About 3 hours have passed since you woke up (its about 3 in the morning).

Combat has ended.


----------



## mariusm (Nov 27, 2006)

Tika yells, "Way to go big guy!  Not that I wouldn't have minded clubbing some demon butt!", cheering for Grundan.

Tika knowing a bit about the undead decides to tell the group that they should possibly remain with the two servants until the sun comes up… we will have a bit more of a tactical advantage in the daylight.  If the party aggress then they should remain in the sleeping chamber until one or both of the servants regain consciousness.  Once they are awake hopefully Grundan can get some information out of them… using a little persuasion with his huge fists if needed.


----------



## riaan_s (Nov 27, 2006)

The party stands guard in the bedroom for what seems to be an eternity. On more than one occation Grundan took a swing at the curtains swearing he saw something move.

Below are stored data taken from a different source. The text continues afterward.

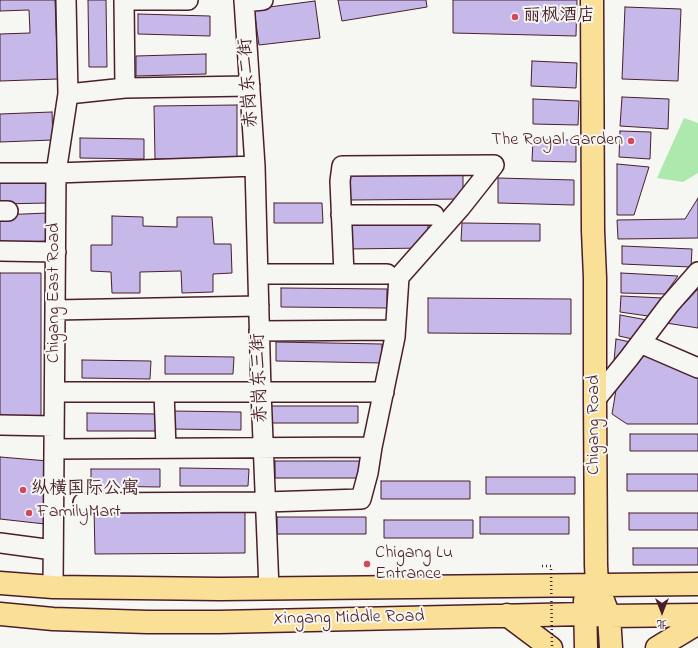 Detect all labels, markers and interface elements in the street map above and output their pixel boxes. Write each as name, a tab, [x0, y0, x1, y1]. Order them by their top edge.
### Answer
place label: 丽枫酒店	[523, 6, 595, 28]
marker: 丽枫酒店	[510, 12, 520, 22]
street label: 赤岗东二街	[236, 37, 264, 129]
place label: The Royal Garden	[491, 130, 623, 152]
marker: The Royal Garden	[626, 136, 636, 146]
street label: Chigang East Road	[44, 223, 66, 363]
street label: 赤岗东三街	[249, 333, 273, 423]
street label: Chigang Road	[584, 375, 606, 475]
place label: 纵横国际公寓	[31, 479, 139, 501]
marker: 纵横国际公寓	[18, 485, 28, 495]
place label: FamilyMart	[37, 502, 121, 524]
marker: FamilyMart	[24, 508, 34, 518]
place label: Chigang Lu Entrance	[375, 543, 453, 586]
marker: Chigang Lu Entrance	[362, 559, 372, 569]
north arrow	[642, 592, 682, 632]
street label: Xingang Middle Road	[273, 607, 425, 631]
text: 北	[657, 616, 668, 632]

As daylight started coming over the horizon Jennifer started moving around a little and muttering "Let me go, please ... let me go!"


----------



## mariusm (Nov 27, 2006)

Mardocan will ask Jennifer, "What did the two of you mean when you said it would be better for us... and then try and kill us?  It does not make any sense.  Do you maybe need _our_ help?".


----------



## Venom (Nov 27, 2006)

Grundan looks over Mardocan’s shoulder (while he is talking to Jennifer) trying to look as menacing as possible, but probably comes across looking more like a retard. 

Tamsin lies on the bed sharpening her dagger, listening readily to hear what Jennifer has to say.


----------



## riaan_s (Nov 27, 2006)

Jennifer struggles with the ropes but can't get free.

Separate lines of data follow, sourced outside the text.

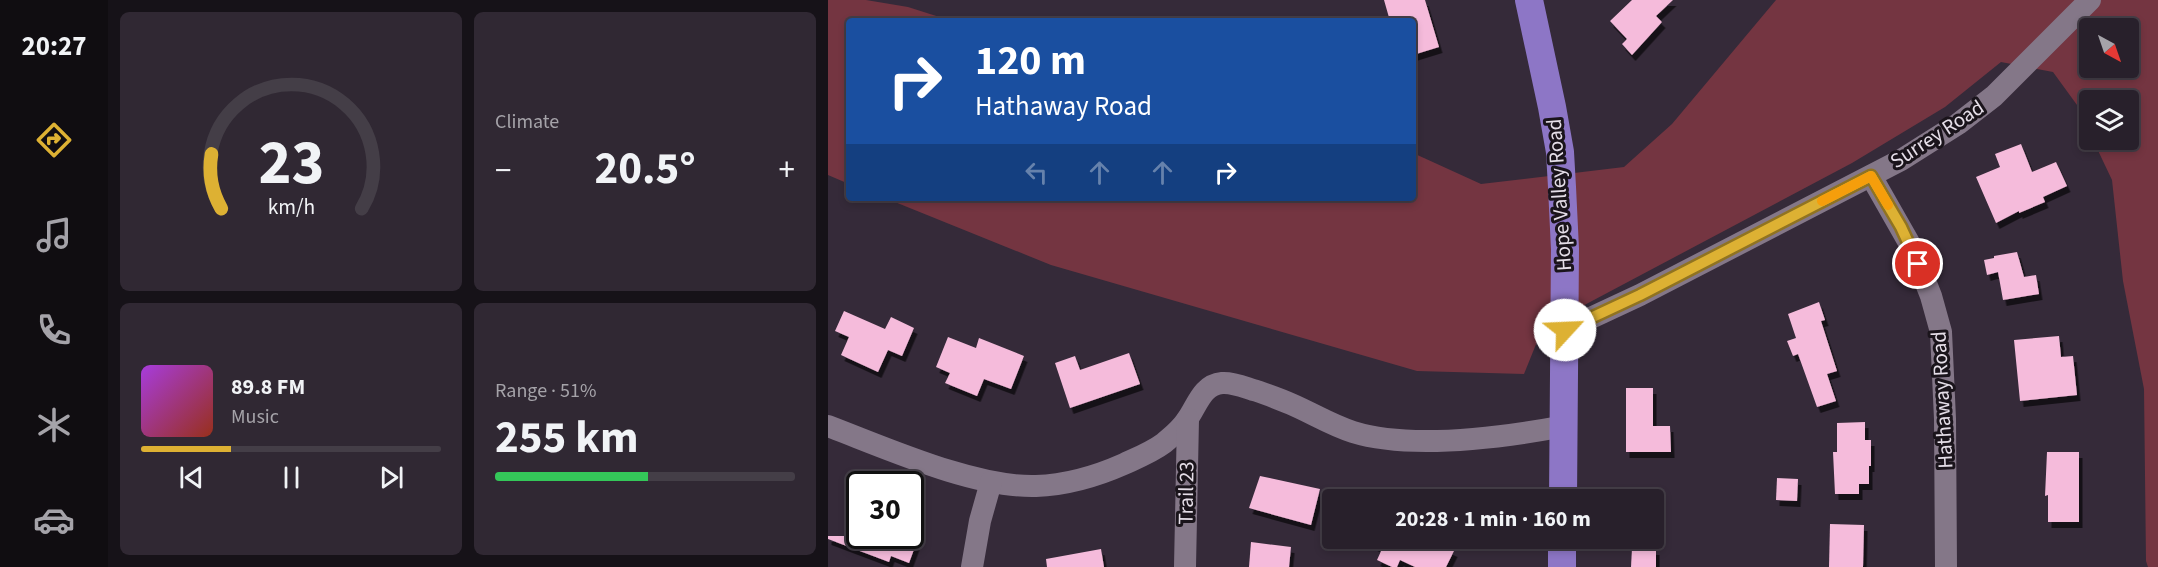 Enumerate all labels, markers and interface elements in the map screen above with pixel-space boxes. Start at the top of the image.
north arrow [2079,18,2139,78]
map controls [2079,18,2139,150]
text: 20:27 [21,27,87,66]
text: 120 m [975,31,1086,91]
icon: right [876,42,954,120]
text: Hathaway Road [975,87,1152,126]
button: layers [2079,90,2139,150]
street label: Surrey Road [1884,92,1990,176]
text: Climate [495,108,559,136]
street label: Hope Valley Road [1539,118,1579,272]
icon: directions [33,119,75,161]
text: 23 [258,119,324,208]
text: 20.5° [594,137,696,201]
text: − [495,147,511,194]
text: + [779,147,795,194]
icon: left [1020,156,1053,189]
icon: ahead [1083,156,1116,189]
icon: ahead [1146,156,1179,189]
icon: right [1209,156,1242,189]
text: km/h [267,192,315,223]
icon: music [33,214,75,256]
pin [1892,238,1943,289]
icon: arrive [1901,247,1934,280]
position arrow [1533,298,1597,362]
icon: phone [33,309,75,351]
street label: Hathaway Road [1923,330,1961,470]
text: 89.8 FM [231,371,305,403]
text: Range · 51% [495,377,596,405]
text: Music [231,403,279,431]
icon: climate [33,404,75,446]
text: 255 km [495,406,639,470]
icon: previous [175,461,208,494]
icon: pause [275,461,308,494]
icon: next [375,461,408,494]
street label: Trail 23 [1170,461,1202,525]
speed limit sign: 30 [846,471,924,549]
icon: car [33,499,75,541]
text: 20:28 · 1 min · 160 m [1395,503,1591,535]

"Szadek will make you one of his creatures of the night. I was hoping you would be gone by the time he returned. Its better to be dead than undead!"

"Now let me go!"


----------



## mariusm (Nov 27, 2006)

Tika pipes up, "Don't you worry about the undead!  I eat them for breakfast!  LONG LIVE ST CUTHBERT!", she pauses slightly after the outburst.  "Sorry guys, I am just a bit passionate about my faith", she adds while looking at her fellow adventurers.

"Do you know the habits of mister Szadek?  You know, does he have any quaint habbits? I want to know what we are up against?", asks Tika.


----------



## Venom (Nov 28, 2006)

"Yes" Tamsin pipes up, "Like where he keeps his favourite coffin, I’d like to fill it with holy water, and perhaps where he keeps all his gold. We will cut you in on the profit, of course."


----------



## riaan_s (Nov 28, 2006)

"I know he sleeps below the castle but I'm not sure exactly how to get there. This place is filled with secret doors and trapdoors in the floors and ceilings."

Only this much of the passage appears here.